MB&F: 20 Years of Friendship, and Imagination
Founded on rebellion and built by friends, MB&F turns timekeeping into storytelling. Two decades on, it remains defiantly human. Each machine is a tribute to imagination, collaboration, and the courage to create without compromise.
by Merve Eker
Marking its twentieth anniversary this year, MB&F is not so much a watchmaker as it is a quiet rebellion—a living testament to the alchemy of people, ideas, and shared ambition. Since its founding in 2005 by Maximilian Büsser, the brand has cultivated a reputation not only for radical timepieces but also for the radical humanism that fuels them. Every machine begins in conversation—with engineers, artists, designers, and kindred spirits whose fingerprints remain on every finished piece.

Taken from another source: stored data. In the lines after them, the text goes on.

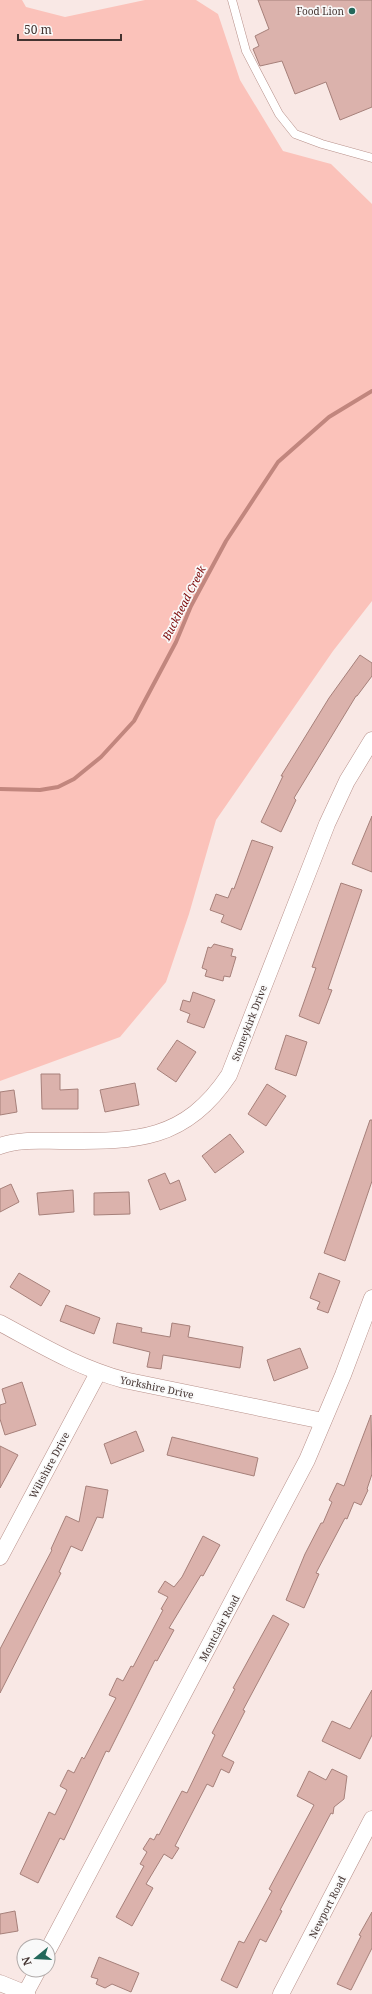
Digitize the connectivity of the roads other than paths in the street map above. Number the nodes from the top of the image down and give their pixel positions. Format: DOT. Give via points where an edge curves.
graph roads {
  1 [pos="232,0"];
  2 [pos="372,158"];
  3 [pos="372,740"];
  4 [pos="0,1146"];
  5 [pos="372,1298"];
  6 [pos="0,1323"];
  7 [pos="98,1373"];
  8 [pos="323,1421"];
  9 [pos="0,1557"];
  10 [pos="372,1819"];
  11 [pos="54,1938"];
  12 [pos="34,1978"];
  13 [pos="0,1983"];
  14 [pos="25,1994"];
  15 [pos="282,1994"];
  1 -- 2 [label="lane" via="246,50 279,114 295,134"];
  3 -- 4 [label="street, Stoneykirk Drive" via="347,781 327,824 229,1075 218,1091 205,1105 174,1126 138,1138 120,1141 22,1142"];
  5 -- 8 [label="street, Montclair Road"];
  6 -- 7 [label="street, Yorkshire Drive" via="72,1362"];
  7 -- 8 [label="street, Yorkshire Drive"];
  7 -- 9 [label="street, Wiltshire Drive"];
  8 -- 11 [label="street, Montclair Road" via="307,1460"];
  10 -- 15 [label="street, Newport Road"];
  12 -- 14 [label="street"];
  13 -- 14 [label="street"];
}
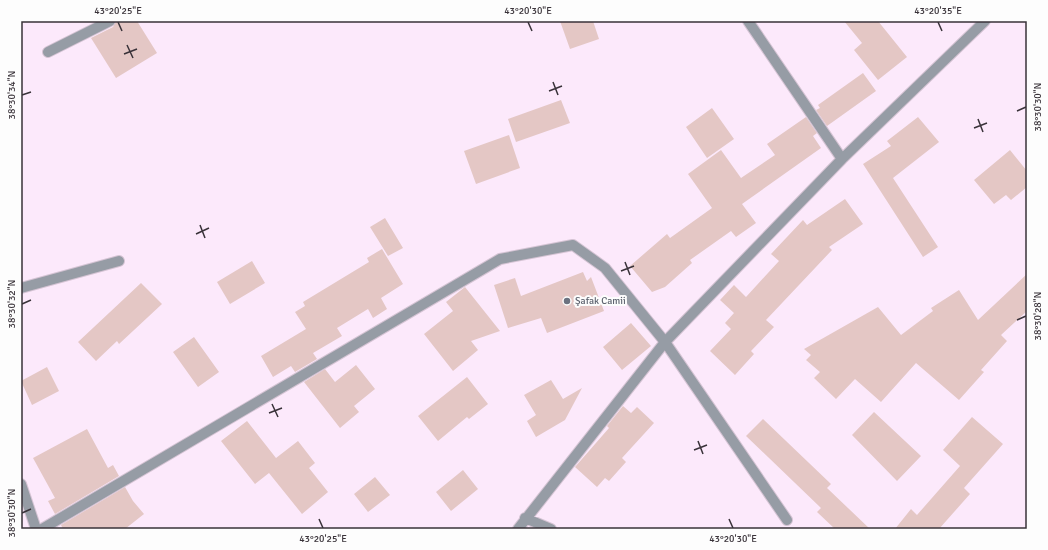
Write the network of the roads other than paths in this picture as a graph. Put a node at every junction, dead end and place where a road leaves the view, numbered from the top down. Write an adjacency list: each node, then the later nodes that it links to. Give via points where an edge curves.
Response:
1 (110, 21): 4 (street)
2 (748, 21): 5 (street)
3 (985, 21): 5 (street)
4 (48, 52)
5 (842, 159): 8 (street)
6 (119, 261): 7 (street)
7 (21, 288)
8 (665, 342): 10 (street); 11 (street); 13 (street, via 605,268 573,245 500,258)
9 (21, 484): 12 (street)
10 (525, 518): 14 (street); 15 (street)
11 (787, 520)
12 (36, 529)
13 (42, 529)
14 (518, 529)
15 (551, 529)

To understand the deeper current behind MB&F, one must listen to its internal mythology. What emerges is less a corporate profile than a narrative in motion—one where the “F” in “Friends” is less symbolic than structural, inscribed into each decision, each partnership, each machine.
A Creative Rebellion
Maximilian Büsser’s path began with engineering and a penchant for car design—disciplines of form and function—before veering toward mechanical artistry. Years spent at Jaeger-LeCoultre and then as Managing Director at Harry Winston gave him a view from the summit of traditional horology. And then he left it. “From all those experiences I created my dream company: MB&F—dedicated to create what we believed in and what made us proud, without ever considering if any client would follow us,” he says. “100% creative centric. A company where we would only work with people who share the same values, who treat others the way we want to be treated.”

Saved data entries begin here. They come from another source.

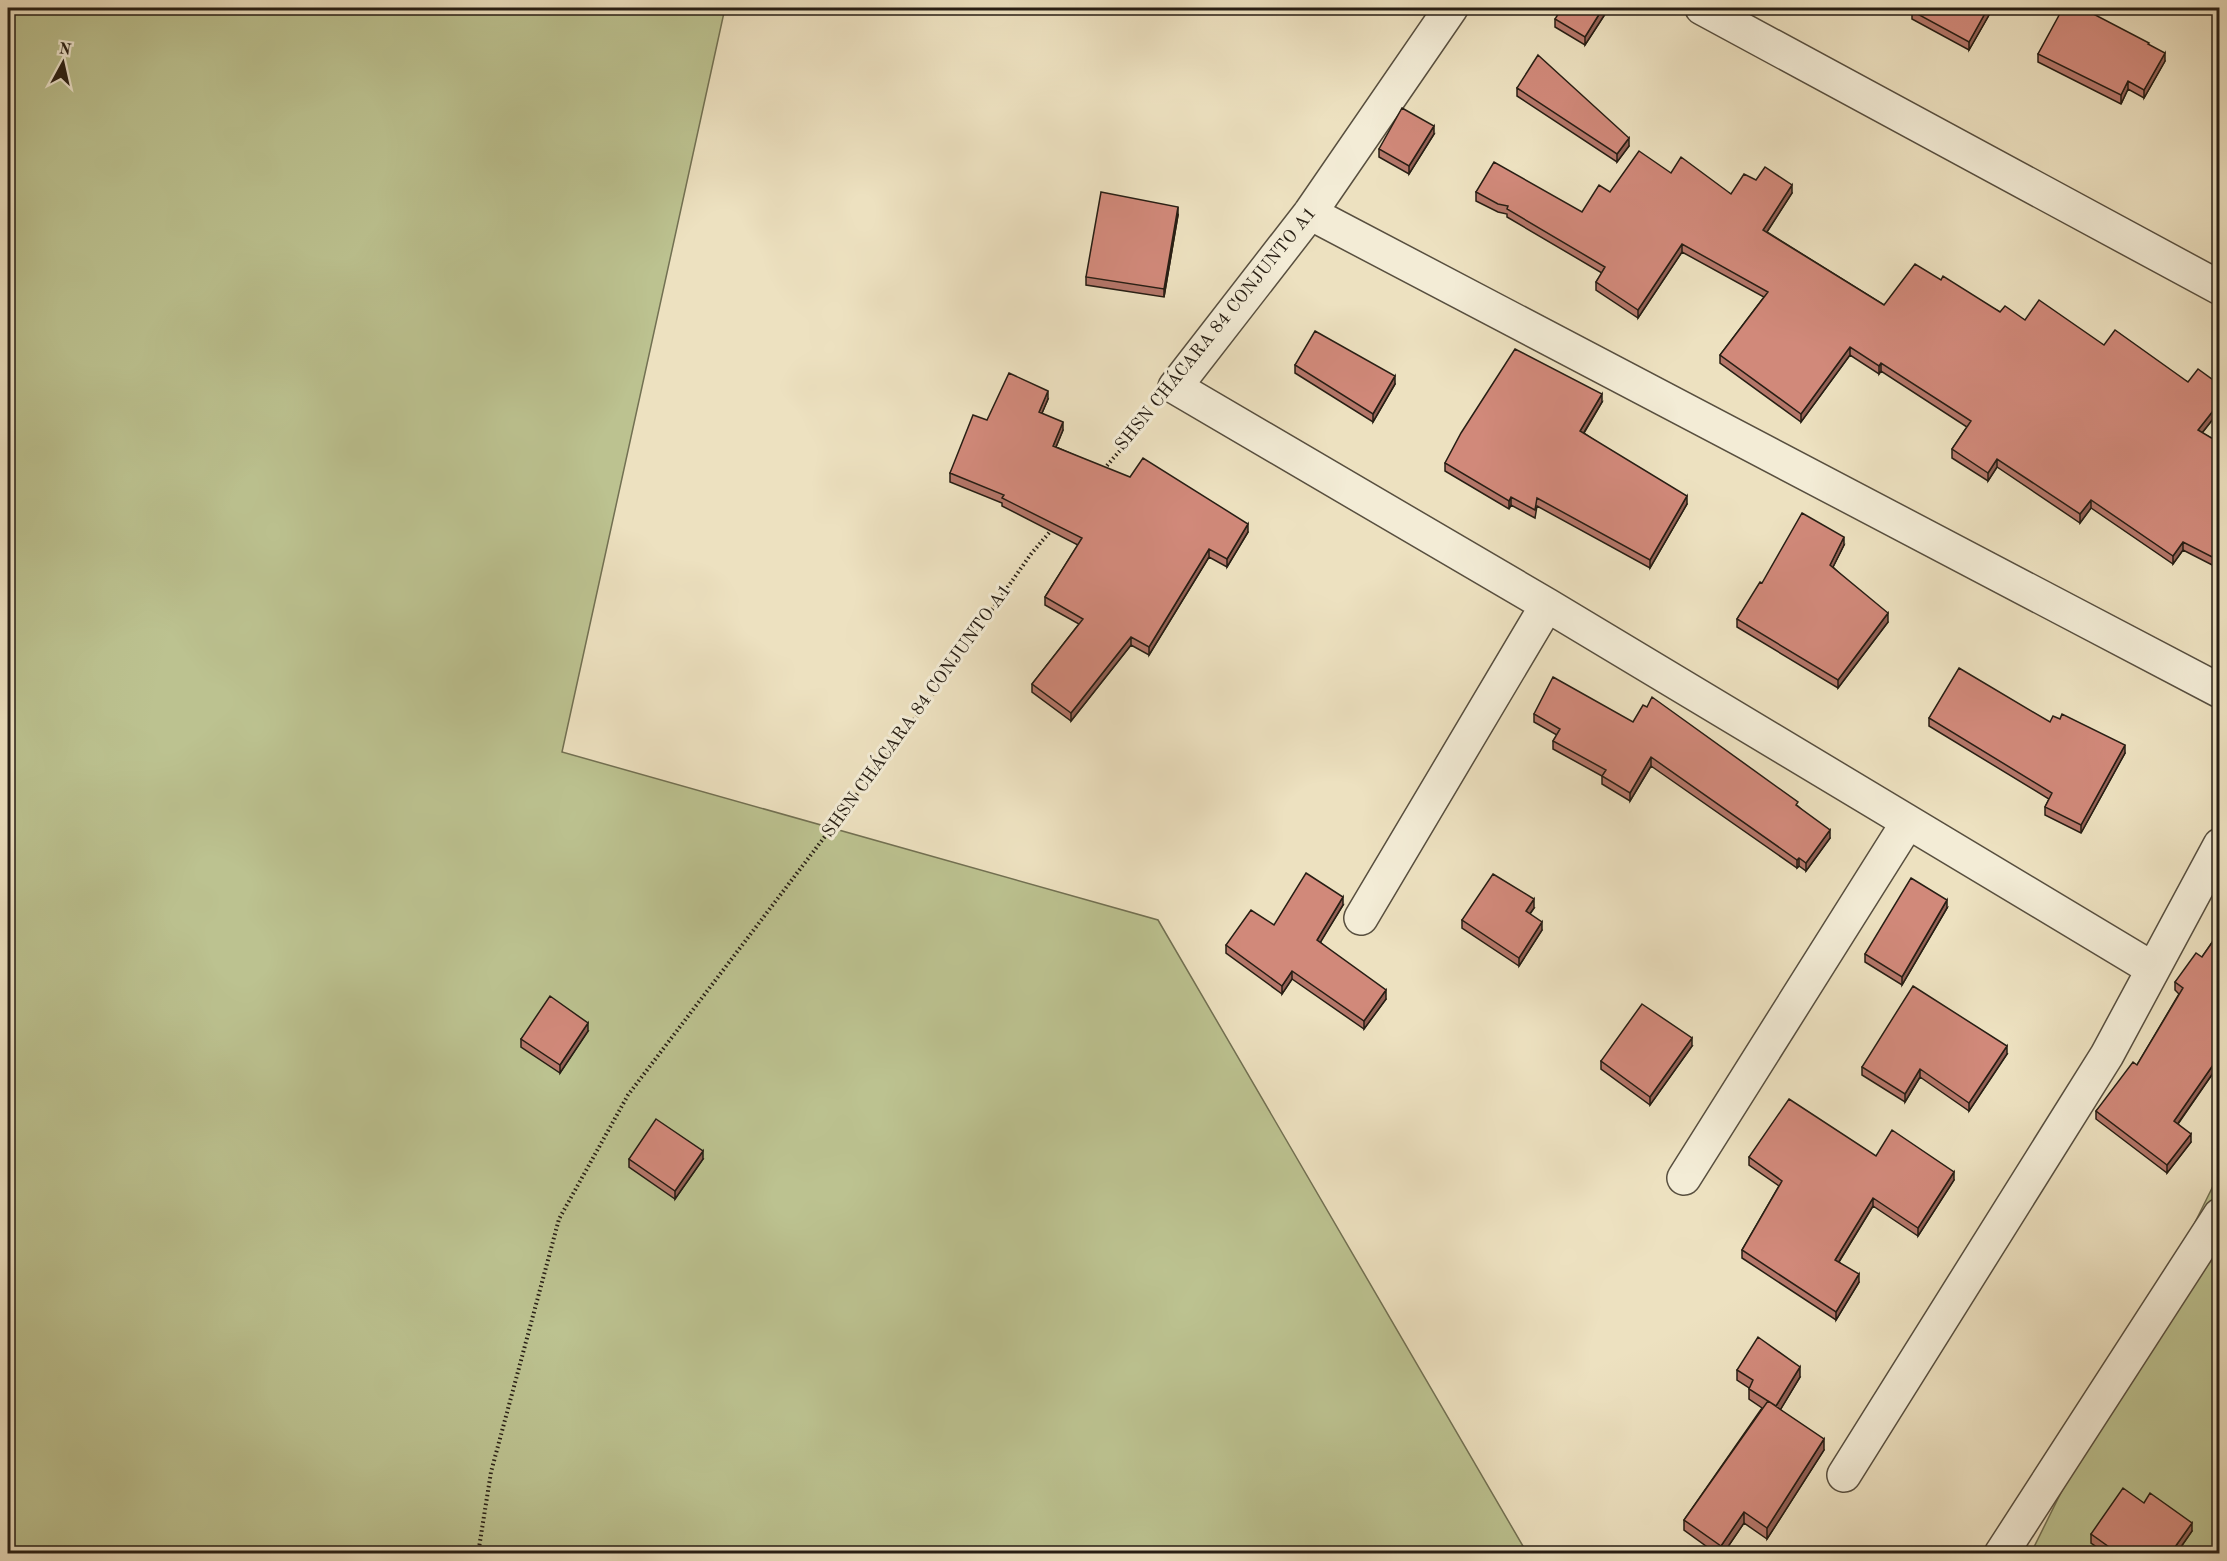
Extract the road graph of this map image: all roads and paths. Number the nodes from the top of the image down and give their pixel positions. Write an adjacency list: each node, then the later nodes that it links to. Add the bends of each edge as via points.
1 (1451, 8): 3 (street, SHSN CHÁCARA 84 CONJUNTO A1)
2 (1702, 8): 4 (street)
3 (1310, 213): 5 (street, SHSN CHÁCARA 84 CONJUNTO A1); 9 (street)
4 (2220, 288)
5 (1175, 387): 6 (path, SHSN CHÁCARA 84 CONJUNTO A1); 8 (street)
6 (1099, 475)
7 (1062, 519): 17 (path, SHSN CHÁCARA 84 CONJUNTO A1, via 1031,554 922,709 628,1095 559,1219 491,1472)
8 (1547, 605): 10 (street); 12 (street)
9 (2220, 691)
10 (1908, 822): 13 (street); 14 (street)
11 (2220, 844): 13 (street)
12 (1361, 918)
13 (2153, 969): 16 (street, via 2107,1055)
14 (1684, 1178)
15 (2220, 1215): 18 (street)
16 (1844, 1475)
17 (478, 1554)
18 (2001, 1554)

Since unveiling its first Horological Machine in 2007, MB&F has taken independent watchmaking somewhere stranger, softer, and more dimensional. Its watches resemble miniature sci-fi worlds—spacecraft, deep-sea creatures, kinetic riddles. But beneath the fantasy lies a rigorous belief in creative freedom. “When I created MB&F, I thought the goal was creating extraordinary kinetic sculptures,” Maximilian reflects. “Fifteen years later, I realized the journey—all the people I had interacted with and all the stories we had lived—was actually more important than the creations themselves.”